*Task item*
All entries must be repeated exactly. No picture should appear in the result.

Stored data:

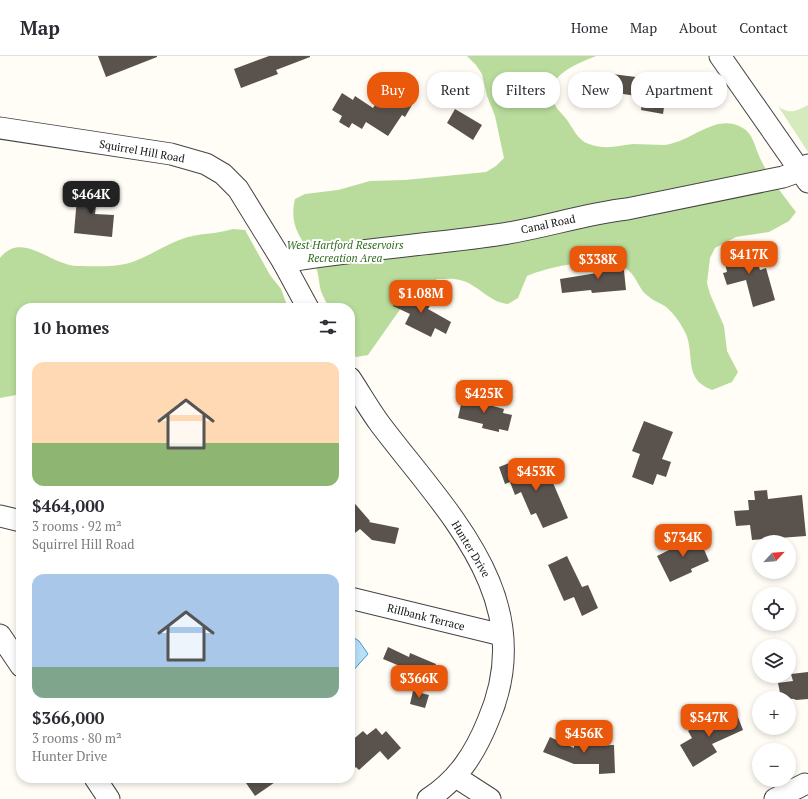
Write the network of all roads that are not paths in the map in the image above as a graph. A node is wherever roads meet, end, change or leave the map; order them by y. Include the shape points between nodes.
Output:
1 (720, 56) edge
2 (0, 128) edge
3 (806, 173) edge
4 (283, 262) junction
5 (305, 303) edge
6 (355, 386) edge
7 (0, 516) edge
8 (16, 520) edge
9 (355, 599) edge
10 (0, 635) edge
11 (502, 635) junction
12 (16, 659) edge
13 (456, 777) junction
14 (98, 783) edge
15 (805, 784) dead end
16 (109, 799) edge
17 (428, 799) edge
18 (490, 799) edge
19 (775, 799) edge

1 - 3 street
2 - 4 street, Squirrel Hill Road via 171,154 206,164 223,174 238,189
3 - 4 street, Canal Road via 606,211 498,235 342,252
4 - 5 street
6 - 11 street, Hunter Drive via 468,540 488,576 498,606
7 - 8 street
9 - 11 street, Rillbank Terrace
10 - 12 street
11 - 13 street, Hunter Drive via 504,655 501,682 491,714 470,759
13 - 17 street, Hunter Drive
13 - 18 street
14 - 16 street
15 - 19 street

*Response*
Write the network of all roads that are not paths in the map in the image above as a graph. A node is wherever roads meet, end, change or leave the map; order them by y. Include the shape points between nodes.
Output:
1 (720, 56) edge
2 (0, 128) edge
3 (806, 173) edge
4 (283, 262) junction
5 (305, 303) edge
6 (355, 386) edge
7 (0, 516) edge
8 (16, 520) edge
9 (355, 599) edge
10 (0, 635) edge
11 (502, 635) junction
12 (16, 659) edge
13 (456, 777) junction
14 (98, 783) edge
15 (805, 784) dead end
16 (109, 799) edge
17 (428, 799) edge
18 (490, 799) edge
19 (775, 799) edge

1 - 3 street
2 - 4 street, Squirrel Hill Road via 171,154 206,164 223,174 238,189
3 - 4 street, Canal Road via 606,211 498,235 342,252
4 - 5 street
6 - 11 street, Hunter Drive via 468,540 488,576 498,606
7 - 8 street
9 - 11 street, Rillbank Terrace
10 - 12 street
11 - 13 street, Hunter Drive via 504,655 501,682 491,714 470,759
13 - 17 street, Hunter Drive
13 - 18 street
14 - 16 street
15 - 19 street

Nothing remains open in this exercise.